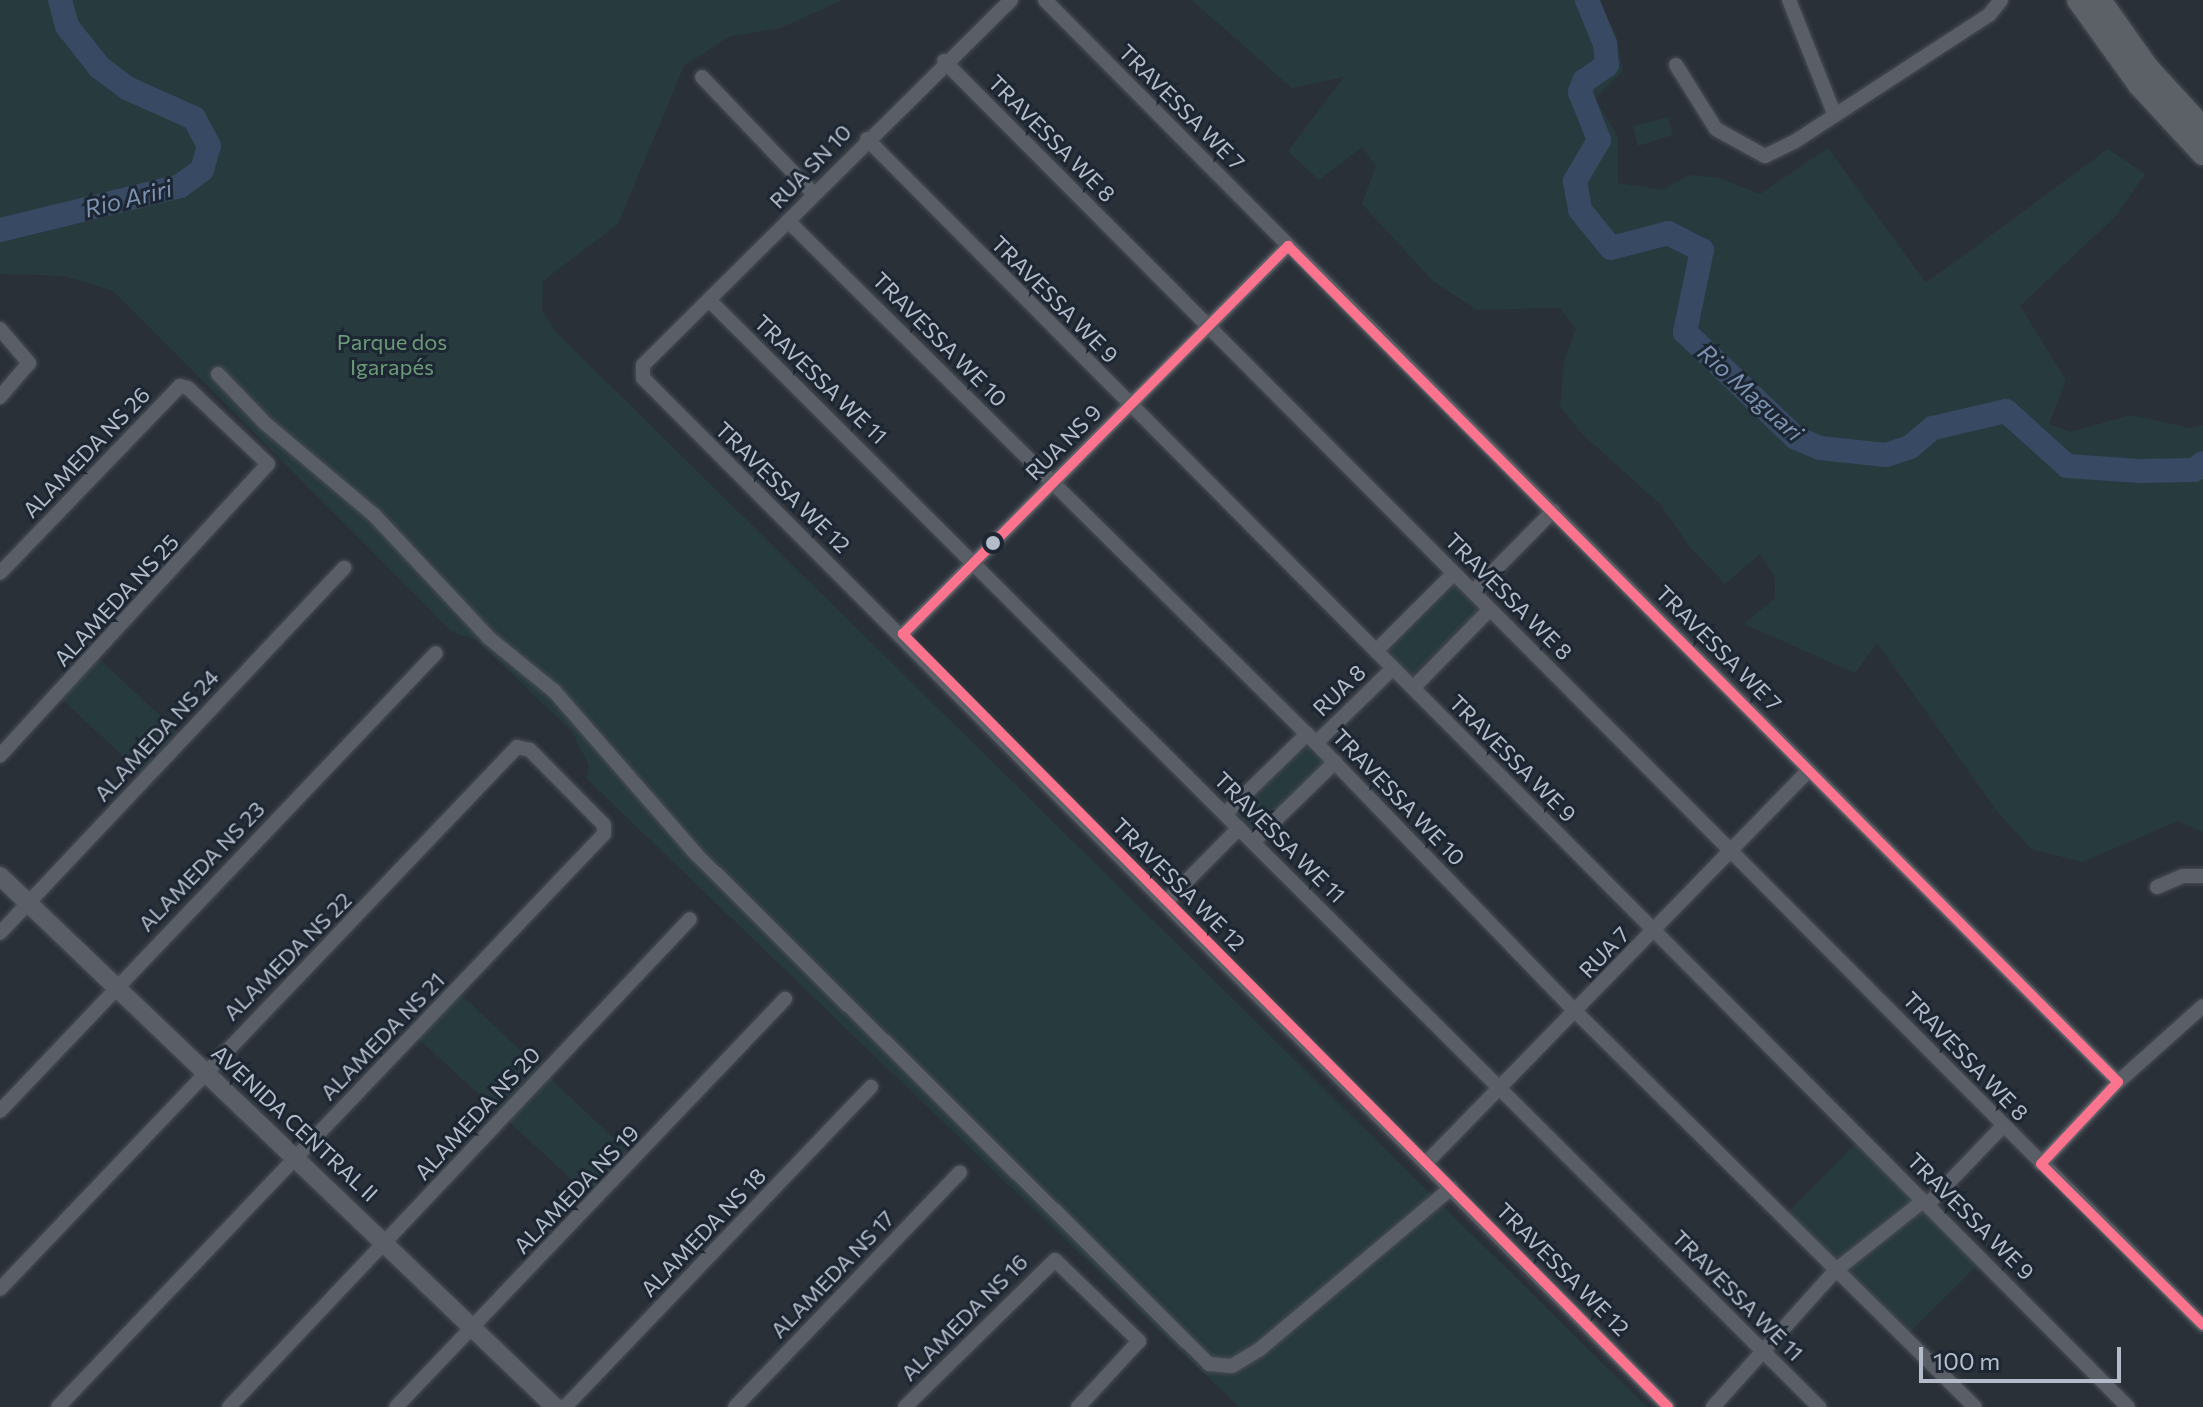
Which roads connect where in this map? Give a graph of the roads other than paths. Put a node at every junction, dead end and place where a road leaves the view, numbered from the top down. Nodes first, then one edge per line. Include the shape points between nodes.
1 (1011, 0) edge
2 (1045, 0) edge
3 (1789, 0) edge
4 (2001, 0) edge
5 (2078, 0) edge
6 (2100, 0) edge
7 (944, 61) junction
8 (1676, 65) dead end
9 (702, 77) dead end
10 (1834, 113) junction
11 (2203, 128) edge
12 (867, 139) junction
13 (2203, 154) edge
14 (814, 194) junction
15 (788, 221) junction
16 (1288, 246) junction
17 (709, 300) junction
18 (1208, 326) junction
19 (0, 329) edge
20 (643, 365) joint
21 (218, 374) dead end
22 (0, 397) edge
23 (1130, 404) junction
24 (263, 474) joint
25 (1054, 482) junction
26 (1553, 511) junction
27 (975, 560) junction
28 (344, 568) dead end
29 (0, 573) edge
30 (1454, 573) junction
31 (1473, 592) junction
32 (1490, 609) junction
33 (903, 634) junction
34 (1376, 651) junction
35 (436, 653) dead end
36 (1393, 668) junction
37 (1413, 688) junction
38 (1312, 738) junction
39 (0, 755) edge
40 (1335, 762) junction
41 (1809, 770) junction
42 (1225, 814) junction
43 (1239, 828) junction
44 (604, 834) joint
45 (1253, 842) junction
46 (1733, 850) junction
47 (0, 876) edge
48 (2203, 876) edge
49 (2157, 887) dead end
50 (1166, 902) junction
51 (28, 903) junction
52 (690, 919) dead end
53 (1654, 932) junction
54 (0, 933) edge
55 (115, 988) junction
56 (785, 999) dead end
57 (2203, 1006) edge
58 (1576, 1012) junction
59 (204, 1071) junction
60 (2118, 1082) junction
61 (1500, 1086) junction
62 (871, 1087) dead end
63 (0, 1111) edge
64 (2003, 1126) junction
65 (295, 1156) junction
66 (1427, 1162) junction
67 (2041, 1164) junction
68 (960, 1172) dead end
69 (1451, 1188) junction
70 (1926, 1202) junction
71 (386, 1241) junction
72 (1836, 1270) junction
73 (0, 1289) edge
74 (2203, 1325) edge
75 (471, 1328) junction
76 (1764, 1353) junction
77 (58, 1407) edge
78 (229, 1407) edge
79 (396, 1407) edge
80 (555, 1407) edge
81 (565, 1407) edge
82 (735, 1407) edge
83 (905, 1407) edge
84 (1078, 1407) edge
85 (1668, 1407) edge
86 (1713, 1407) edge
87 (1819, 1407) edge
88 (1975, 1407) edge
89 (2128, 1407) edge

1 - 7 street, RUA SN 10
2 - 16 street, TRAVESSA WE 7
3 - 10 street
4 - 10 street via 1989,15
5 - 13 main road via 2139,85
6 - 11 main road via 2148,68
7 - 12 street, RUA SN 10
7 - 18 street, TRAVESSA WE 8
8 - 10 street via 1716,129 1754,154 1772,155
9 - 14 street
12 - 14 street, RUA SN 10
12 - 23 street, TRAVESSA WE 9
14 - 15 street, RUA SN 10
15 - 17 street, RUA SN 10
15 - 25 street, TRAVESSA WE 10
16 - 18 street, RUA NS 9
16 - 26 street, TRAVESSA WE 7
17 - 20 street, RUA SN 10
17 - 27 street, TRAVESSA WE 11
18 - 23 street, RUA NS 9
18 - 30 street, TRAVESSA WE 8
19 - 22 street via 25,353 28,366
20 - 33 street, TRAVESSA WE 12 via 643,378 653,392
21 - 69 street via 266,424 374,515 489,638 554,691 697,855 1209,1364 1232,1366 1260,1349
23 - 25 street, RUA NS 9
23 - 34 street, TRAVESSA WE 9
24 - 29 street, ALAMEDA NS 26 via 265,460 180,386
24 - 39 street, ALAMEDA NS 25
25 - 27 street, RUA NS 9
25 - 38 street, TRAVESSA WE 10
26 - 31 street
26 - 41 street, TRAVESSA WE 7
27 - 33 street, RUA NS 9
27 - 42 street, TRAVESSA WE 11
28 - 51 street, ALAMEDA NS 24
30 - 31 street, TRAVESSA WE 8
30 - 34 street
31 - 32 street, TRAVESSA WE 8
32 - 37 street
32 - 46 street, TRAVESSA WE 8
33 - 50 street, TRAVESSA WE 12
34 - 36 street, TRAVESSA WE 9
35 - 55 street, ALAMEDA NS 23
36 - 37 street, TRAVESSA WE 9
36 - 38 street, RUA 8
37 - 53 street, TRAVESSA WE 9
38 - 40 street, TRAVESSA WE 10
38 - 42 street, RUA 8
40 - 45 street
40 - 58 street, TRAVESSA WE 10
41 - 46 street, RUA 7
41 - 60 street, TRAVESSA WE 7
42 - 43 street, TRAVESSA WE 11
43 - 45 street, TRAVESSA WE 11
43 - 50 street
44 - 59 street, ALAMEDA NS 22 via 602,823 543,762 527,748 517,747
44 - 65 street, ALAMEDA NS 21
45 - 61 street, TRAVESSA WE 11
46 - 53 street, RUA 7
46 - 64 street, TRAVESSA WE 8
47 - 51 street, AVENIDA CENTRAL II
48 - 49 street via 2183,876
50 - 66 street, TRAVESSA WE 12
51 - 54 street, ALAMEDA NS 24
51 - 55 street, AVENIDA CENTRAL II
52 - 71 street, ALAMEDA NS 20
53 - 58 street, RUA 7
53 - 70 street, TRAVESSA WE 9
55 - 59 street, AVENIDA CENTRAL II
55 - 63 street, ALAMEDA NS 23
56 - 75 street, ALAMEDA NS 19
57 - 60 street
58 - 61 street, RUA 7
58 - 72 street, TRAVESSA WE 10
59 - 65 street, AVENIDA CENTRAL II
59 - 73 street, ALAMEDA NS 22
60 - 67 street
61 - 66 street, RUA 7
61 - 76 street, TRAVESSA WE 11
62 - 81 street, ALAMEDA NS 18
64 - 67 street, TRAVESSA WE 8
64 - 70 street
65 - 71 street, AVENIDA CENTRAL II
65 - 77 street, ALAMEDA NS 21
66 - 69 street, TRAVESSA WE 12
67 - 74 street
68 - 82 street, ALAMEDA NS 17
69 - 85 street, TRAVESSA WE 12
70 - 72 street
70 - 89 street, TRAVESSA WE 9
71 - 75 street, AVENIDA CENTRAL II
71 - 78 street, ALAMEDA NS 20
72 - 76 street
72 - 88 street, TRAVESSA WE 10
75 - 79 street, ALAMEDA NS 19
75 - 80 street, AVENIDA CENTRAL II
76 - 86 street
76 - 87 street, TRAVESSA WE 11
83 - 84 street, ALAMEDA NS 16 via 1055,1260 1139,1341

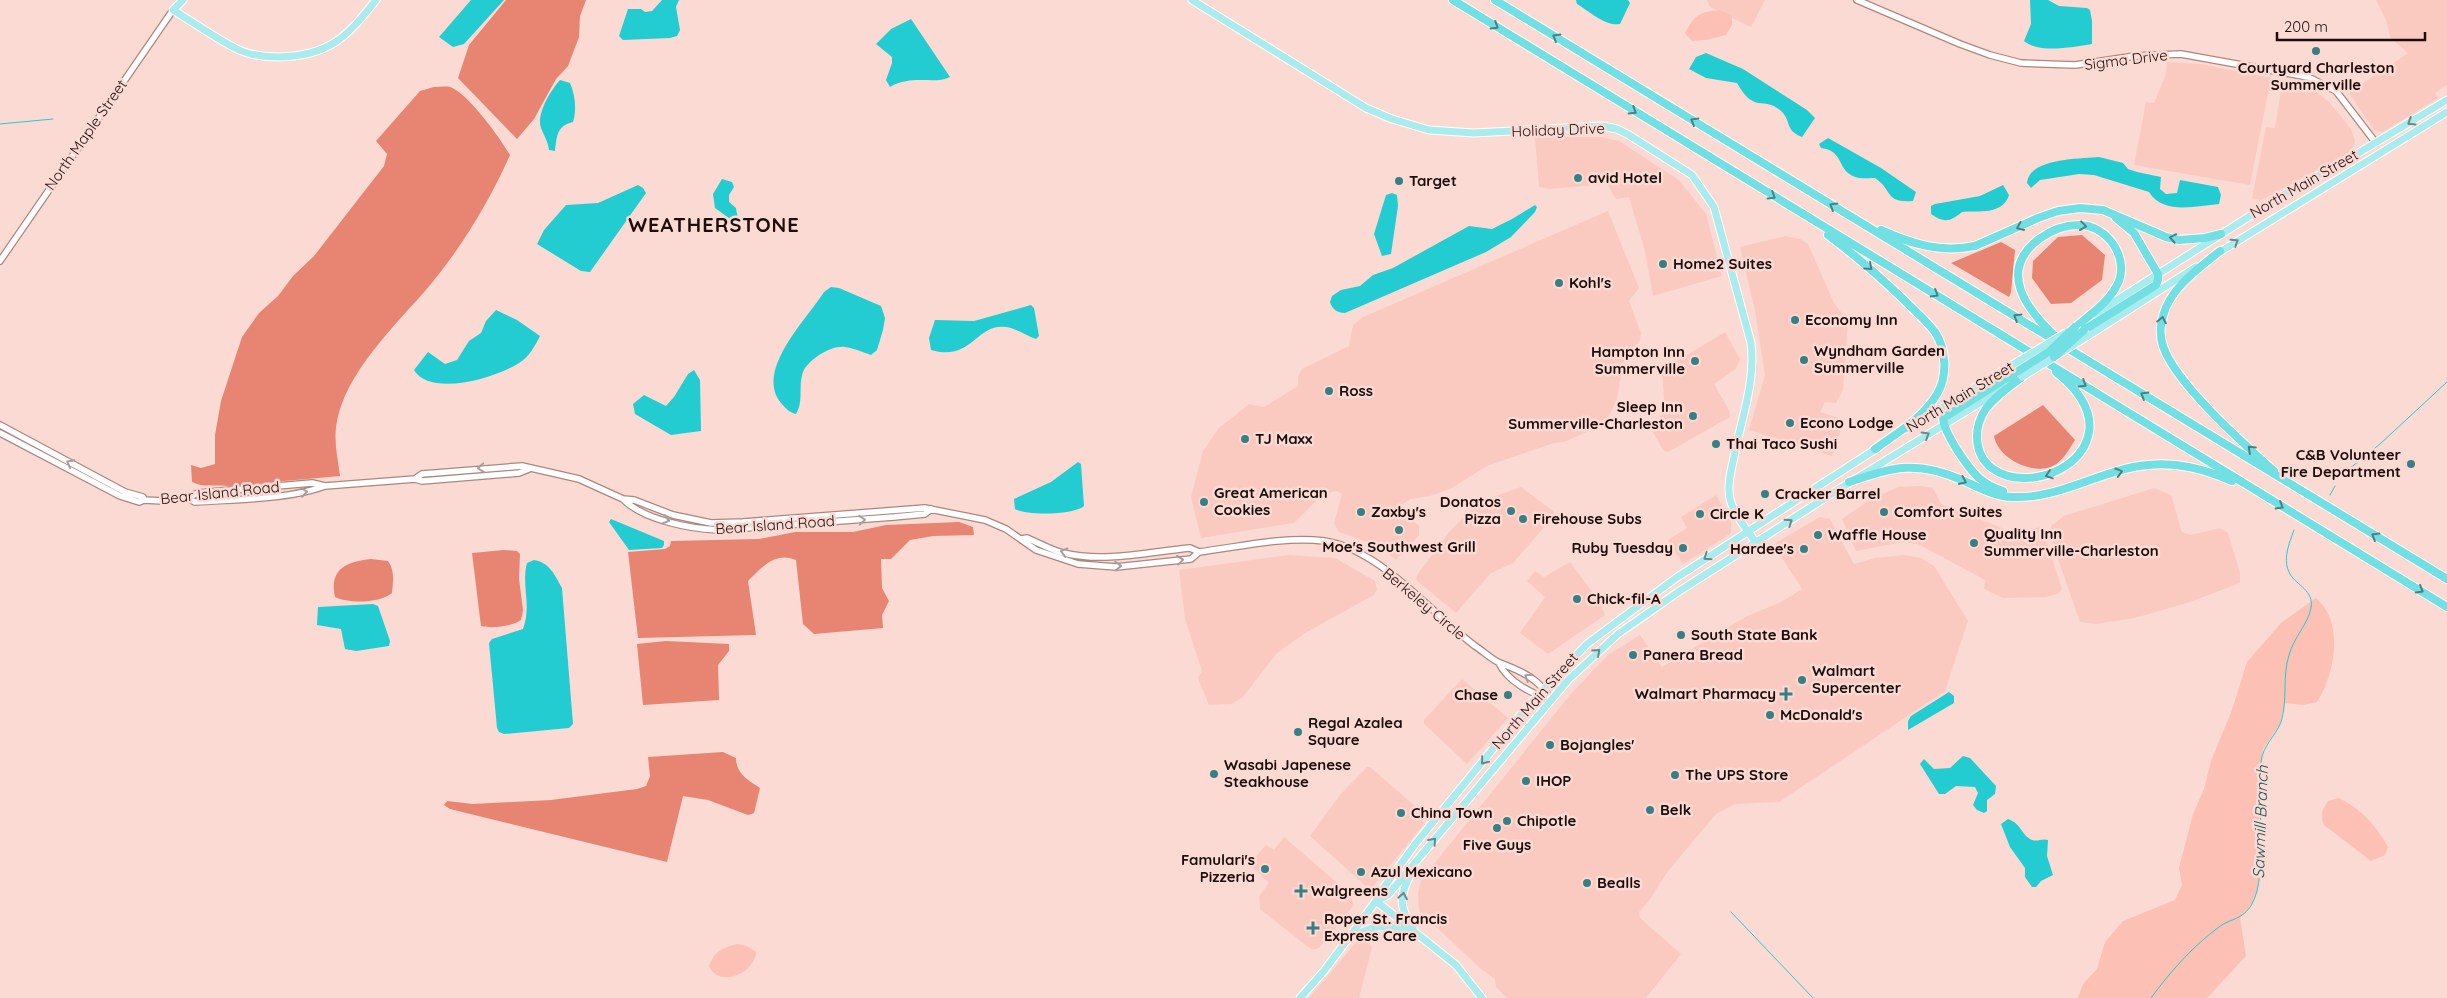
● ● ●
WORK TO COMPLETE: An exact copy of the whole listing is required, minus the pictures.

OUTPUT BELOW:
Which roads connect where in this map? Give a graph of the roads other than paths. Put a node at every junction, dead end and place where a road leaves the view, numbered from the top down. Nodes first, then one edge per line. Include the shape points between nodes.
1 (1011, 0) edge
2 (1045, 0) edge
3 (1789, 0) edge
4 (2001, 0) edge
5 (2078, 0) edge
6 (2100, 0) edge
7 (944, 61) junction
8 (1676, 65) dead end
9 (702, 77) dead end
10 (1834, 113) junction
11 (2203, 128) edge
12 (867, 139) junction
13 (2203, 154) edge
14 (814, 194) junction
15 (788, 221) junction
16 (1288, 246) junction
17 (709, 300) junction
18 (1208, 326) junction
19 (0, 329) edge
20 (643, 365) joint
21 (218, 374) dead end
22 (0, 397) edge
23 (1130, 404) junction
24 (263, 474) joint
25 (1054, 482) junction
26 (1553, 511) junction
27 (975, 560) junction
28 (344, 568) dead end
29 (0, 573) edge
30 (1454, 573) junction
31 (1473, 592) junction
32 (1490, 609) junction
33 (903, 634) junction
34 (1376, 651) junction
35 (436, 653) dead end
36 (1393, 668) junction
37 (1413, 688) junction
38 (1312, 738) junction
39 (0, 755) edge
40 (1335, 762) junction
41 (1809, 770) junction
42 (1225, 814) junction
43 (1239, 828) junction
44 (604, 834) joint
45 (1253, 842) junction
46 (1733, 850) junction
47 (0, 876) edge
48 (2203, 876) edge
49 (2157, 887) dead end
50 (1166, 902) junction
51 (28, 903) junction
52 (690, 919) dead end
53 (1654, 932) junction
54 (0, 933) edge
55 (115, 988) junction
56 (785, 999) dead end
57 (2203, 1006) edge
58 (1576, 1012) junction
59 (204, 1071) junction
60 (2118, 1082) junction
61 (1500, 1086) junction
62 (871, 1087) dead end
63 (0, 1111) edge
64 (2003, 1126) junction
65 (295, 1156) junction
66 (1427, 1162) junction
67 (2041, 1164) junction
68 (960, 1172) dead end
69 (1451, 1188) junction
70 (1926, 1202) junction
71 (386, 1241) junction
72 (1836, 1270) junction
73 (0, 1289) edge
74 (2203, 1325) edge
75 (471, 1328) junction
76 (1764, 1353) junction
77 (58, 1407) edge
78 (229, 1407) edge
79 (396, 1407) edge
80 (555, 1407) edge
81 (565, 1407) edge
82 (735, 1407) edge
83 (905, 1407) edge
84 (1078, 1407) edge
85 (1668, 1407) edge
86 (1713, 1407) edge
87 (1819, 1407) edge
88 (1975, 1407) edge
89 (2128, 1407) edge

1 - 7 street, RUA SN 10
2 - 16 street, TRAVESSA WE 7
3 - 10 street
4 - 10 street via 1989,15
5 - 13 main road via 2139,85
6 - 11 main road via 2148,68
7 - 12 street, RUA SN 10
7 - 18 street, TRAVESSA WE 8
8 - 10 street via 1716,129 1754,154 1772,155
9 - 14 street
12 - 14 street, RUA SN 10
12 - 23 street, TRAVESSA WE 9
14 - 15 street, RUA SN 10
15 - 17 street, RUA SN 10
15 - 25 street, TRAVESSA WE 10
16 - 18 street, RUA NS 9
16 - 26 street, TRAVESSA WE 7
17 - 20 street, RUA SN 10
17 - 27 street, TRAVESSA WE 11
18 - 23 street, RUA NS 9
18 - 30 street, TRAVESSA WE 8
19 - 22 street via 25,353 28,366
20 - 33 street, TRAVESSA WE 12 via 643,378 653,392
21 - 69 street via 266,424 374,515 489,638 554,691 697,855 1209,1364 1232,1366 1260,1349
23 - 25 street, RUA NS 9
23 - 34 street, TRAVESSA WE 9
24 - 29 street, ALAMEDA NS 26 via 265,460 180,386
24 - 39 street, ALAMEDA NS 25
25 - 27 street, RUA NS 9
25 - 38 street, TRAVESSA WE 10
26 - 31 street
26 - 41 street, TRAVESSA WE 7
27 - 33 street, RUA NS 9
27 - 42 street, TRAVESSA WE 11
28 - 51 street, ALAMEDA NS 24
30 - 31 street, TRAVESSA WE 8
30 - 34 street
31 - 32 street, TRAVESSA WE 8
32 - 37 street
32 - 46 street, TRAVESSA WE 8
33 - 50 street, TRAVESSA WE 12
34 - 36 street, TRAVESSA WE 9
35 - 55 street, ALAMEDA NS 23
36 - 37 street, TRAVESSA WE 9
36 - 38 street, RUA 8
37 - 53 street, TRAVESSA WE 9
38 - 40 street, TRAVESSA WE 10
38 - 42 street, RUA 8
40 - 45 street
40 - 58 street, TRAVESSA WE 10
41 - 46 street, RUA 7
41 - 60 street, TRAVESSA WE 7
42 - 43 street, TRAVESSA WE 11
43 - 45 street, TRAVESSA WE 11
43 - 50 street
44 - 59 street, ALAMEDA NS 22 via 602,823 543,762 527,748 517,747
44 - 65 street, ALAMEDA NS 21
45 - 61 street, TRAVESSA WE 11
46 - 53 street, RUA 7
46 - 64 street, TRAVESSA WE 8
47 - 51 street, AVENIDA CENTRAL II
48 - 49 street via 2183,876
50 - 66 street, TRAVESSA WE 12
51 - 54 street, ALAMEDA NS 24
51 - 55 street, AVENIDA CENTRAL II
52 - 71 street, ALAMEDA NS 20
53 - 58 street, RUA 7
53 - 70 street, TRAVESSA WE 9
55 - 59 street, AVENIDA CENTRAL II
55 - 63 street, ALAMEDA NS 23
56 - 75 street, ALAMEDA NS 19
57 - 60 street
58 - 61 street, RUA 7
58 - 72 street, TRAVESSA WE 10
59 - 65 street, AVENIDA CENTRAL II
59 - 73 street, ALAMEDA NS 22
60 - 67 street
61 - 66 street, RUA 7
61 - 76 street, TRAVESSA WE 11
62 - 81 street, ALAMEDA NS 18
64 - 67 street, TRAVESSA WE 8
64 - 70 street
65 - 71 street, AVENIDA CENTRAL II
65 - 77 street, ALAMEDA NS 21
66 - 69 street, TRAVESSA WE 12
67 - 74 street
68 - 82 street, ALAMEDA NS 17
69 - 85 street, TRAVESSA WE 12
70 - 72 street
70 - 89 street, TRAVESSA WE 9
71 - 75 street, AVENIDA CENTRAL II
71 - 78 street, ALAMEDA NS 20
72 - 76 street
72 - 88 street, TRAVESSA WE 10
75 - 79 street, ALAMEDA NS 19
75 - 80 street, AVENIDA CENTRAL II
76 - 86 street
76 - 87 street, TRAVESSA WE 11
83 - 84 street, ALAMEDA NS 16 via 1055,1260 1139,1341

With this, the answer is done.